Minor league affiliations
- Class: Class D (1912–1913)
- League: Border League (1912–1913)

Major league affiliations
- Team: None

Minor league titles
- League titles (1): 1912

Team data
- Name: Wyandotte Alkalis (1912–1913)
- Ballpark: Alkali Park (1912–1913)

= Wyandotte Alkalis =

The Wyandotte Alkalis were a minor league baseball team based in Wyandotte, Michigan. In 1912 and 1913, the Alkalis, named for a locally based company, played exclusively as members of the Class D level Border League, winning the 1912 league championship.

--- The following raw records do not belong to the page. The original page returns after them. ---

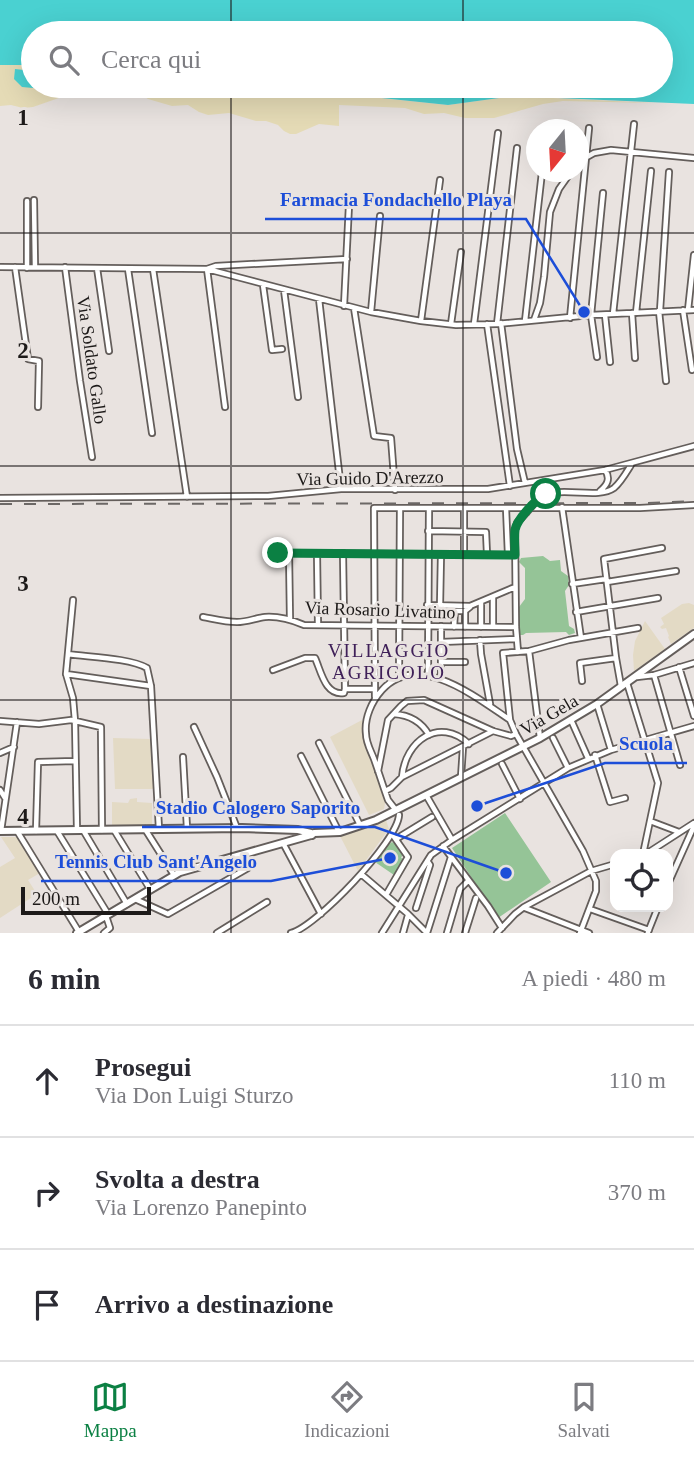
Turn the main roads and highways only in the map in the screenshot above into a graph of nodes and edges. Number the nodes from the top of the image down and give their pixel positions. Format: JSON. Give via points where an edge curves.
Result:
{"nodes":[{"id":1,"x":694,"y":634,"type":"edge"},
{"id":2,"x":1,"y":831,"type":"edge"},
{"id":3,"x":312,"y":834,"type":"junction"},
{"id":4,"x":78,"y":932,"type":"edge"}],
"edges":[{"from":1,"to":3,"type":"main road","name":"Via Gela","via":[[597,704],[540,738],[396,813],[340,832]]},
{"from":2,"to":3,"type":"main road","via":[[237,828]]},
{"from":3,"to":4,"type":"main road","via":[[180,872]]}]}
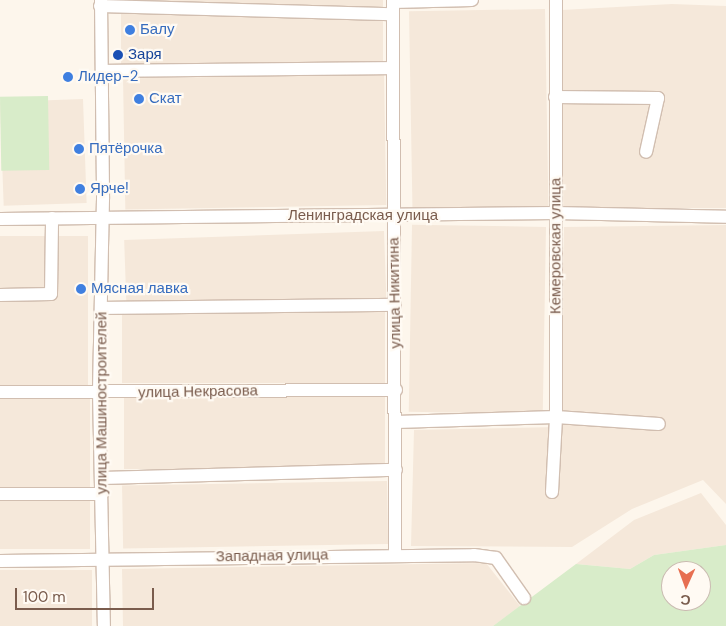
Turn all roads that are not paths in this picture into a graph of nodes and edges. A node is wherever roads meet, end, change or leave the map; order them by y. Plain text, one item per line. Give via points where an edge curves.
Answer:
1 (472, 0) edge
2 (556, 0) edge
3 (101, 3) edge
4 (393, 5) edge
5 (393, 68) junction
6 (102, 71) junction
7 (554, 97) junction
8 (646, 152) dead end
9 (556, 213) junction
10 (394, 217) junction
11 (726, 217) edge
12 (52, 218) junction
13 (102, 218) junction
14 (0, 219) edge
15 (0, 295) edge
16 (395, 305) junction
17 (102, 308) junction
18 (396, 390) junction
19 (0, 392) edge
20 (99, 392) junction
21 (556, 417) junction
22 (396, 422) junction
23 (659, 424) dead end
24 (396, 470) junction
25 (102, 478) junction
26 (552, 492) dead end
27 (0, 494) edge
28 (102, 494) junction
29 (395, 555) junction
30 (103, 560) junction
31 (0, 561) edge
32 (524, 598) dead end
33 (104, 626) edge

1 - 4 street
2 - 7 street, Кемеровская улица
3 - 4 street
3 - 6 street, улица Машиностроителей
4 - 5 street, улица Никитина
5 - 6 street
5 - 10 street, улица Никитина
6 - 13 street, улица Машиностроителей
7 - 8 street via 658,98
7 - 9 street, Кемеровская улица
9 - 10 street, Ленинградская улица
9 - 11 street, Ленинградская улица
9 - 21 street, Кемеровская улица
10 - 13 street, Ленинградская улица
10 - 16 street, улица Никитина
12 - 13 street, Ленинградская улица
12 - 14 street, Ленинградская улица
12 - 15 street via 51,294
13 - 17 street, улица Машиностроителей
16 - 17 street
16 - 18 street, улица Никитина
17 - 20 street, улица Машиностроителей
18 - 20 street, улица Некрасова
18 - 22 street, улица Никитина
19 - 20 street, улица Некрасова
20 - 25 street, улица Машиностроителей
21 - 22 street
21 - 23 street
21 - 26 street, Кемеровская улица
22 - 24 street, улица Никитина
24 - 25 street
24 - 29 street, улица Никитина
25 - 28 street, улица Машиностроителей
27 - 28 street
28 - 30 street, улица Машиностроителей
29 - 30 street, Западная улица
29 - 32 street, Западная улица via 449,554 496,558
30 - 31 street, Западная улица
30 - 33 street, улица Машиностроителей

The Wyandotte teams hosted home minor league games at Alkali Park.

==History==
In 1912, the Wyandotte, Michigan based Wyandotte Alkalis became charter members of the five–team Class D level Border League. The Border League featured teams from both the United States and Canada. The 1912 league featured the Mount Clemens Bathers, Pontiac Indians, Port Huron Independents and Windsor teams joining the Wyandotte Alkalis in Border League play.

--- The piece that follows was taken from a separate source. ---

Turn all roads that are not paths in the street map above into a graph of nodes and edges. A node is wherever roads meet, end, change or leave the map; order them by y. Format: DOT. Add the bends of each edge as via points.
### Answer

The "Alkalis" moniker derives from local business and the Michigan Alkali Company. The company headquarters was located along Biddle Street in Wyandotte. The Michigan Alkali Company owned much of the property in Wyandotte, Michigan during the era, including Alkali Park, the Wyandotte Alkalis' home ballpark.

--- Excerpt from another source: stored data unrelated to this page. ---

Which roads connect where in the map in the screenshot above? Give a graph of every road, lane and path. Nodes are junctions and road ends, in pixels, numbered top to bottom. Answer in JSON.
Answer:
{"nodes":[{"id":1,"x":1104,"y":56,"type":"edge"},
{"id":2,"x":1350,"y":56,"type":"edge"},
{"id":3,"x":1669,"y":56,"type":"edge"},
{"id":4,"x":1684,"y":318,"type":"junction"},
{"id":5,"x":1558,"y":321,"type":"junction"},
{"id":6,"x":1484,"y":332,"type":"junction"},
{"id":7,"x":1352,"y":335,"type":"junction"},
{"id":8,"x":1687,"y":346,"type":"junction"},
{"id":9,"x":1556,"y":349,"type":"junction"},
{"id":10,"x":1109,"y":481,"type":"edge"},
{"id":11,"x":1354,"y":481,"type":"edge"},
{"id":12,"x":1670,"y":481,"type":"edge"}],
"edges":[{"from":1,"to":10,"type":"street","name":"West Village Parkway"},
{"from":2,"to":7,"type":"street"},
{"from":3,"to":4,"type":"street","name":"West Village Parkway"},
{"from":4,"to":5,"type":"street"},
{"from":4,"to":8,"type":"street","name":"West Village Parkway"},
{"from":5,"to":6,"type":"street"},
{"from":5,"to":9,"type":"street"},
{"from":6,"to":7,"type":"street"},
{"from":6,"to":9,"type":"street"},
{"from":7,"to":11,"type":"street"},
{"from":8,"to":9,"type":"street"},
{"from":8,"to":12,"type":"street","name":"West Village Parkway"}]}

In their first season of play, the 1912 Wyandotte Alkalis won the Border League Championship. Beginning league play on May 30, 1912, Wyandotte had a final record 19–5 to win the title under manager H.R. Browne. Wyandotte finished 4.5 games ahead of the second place Pontiac Indians (14–9), followed by the Mount Clemens Bathers (11–15), Windsor (9–14) and Port Huron Independents (7–17) in the final standings.

The Wyandotte Alkalis played their final season in 1913. Beginning play on May 24, 1913, the Alkalis placed second in the 1913 Border League standings. Wyandotte ended the 1913 season with a 24–13 record, as manager H.R. Browne returned. The Alkalis finished 1.5 games behind the first place Ypsilanti, Michigan team in the six–team league final standings.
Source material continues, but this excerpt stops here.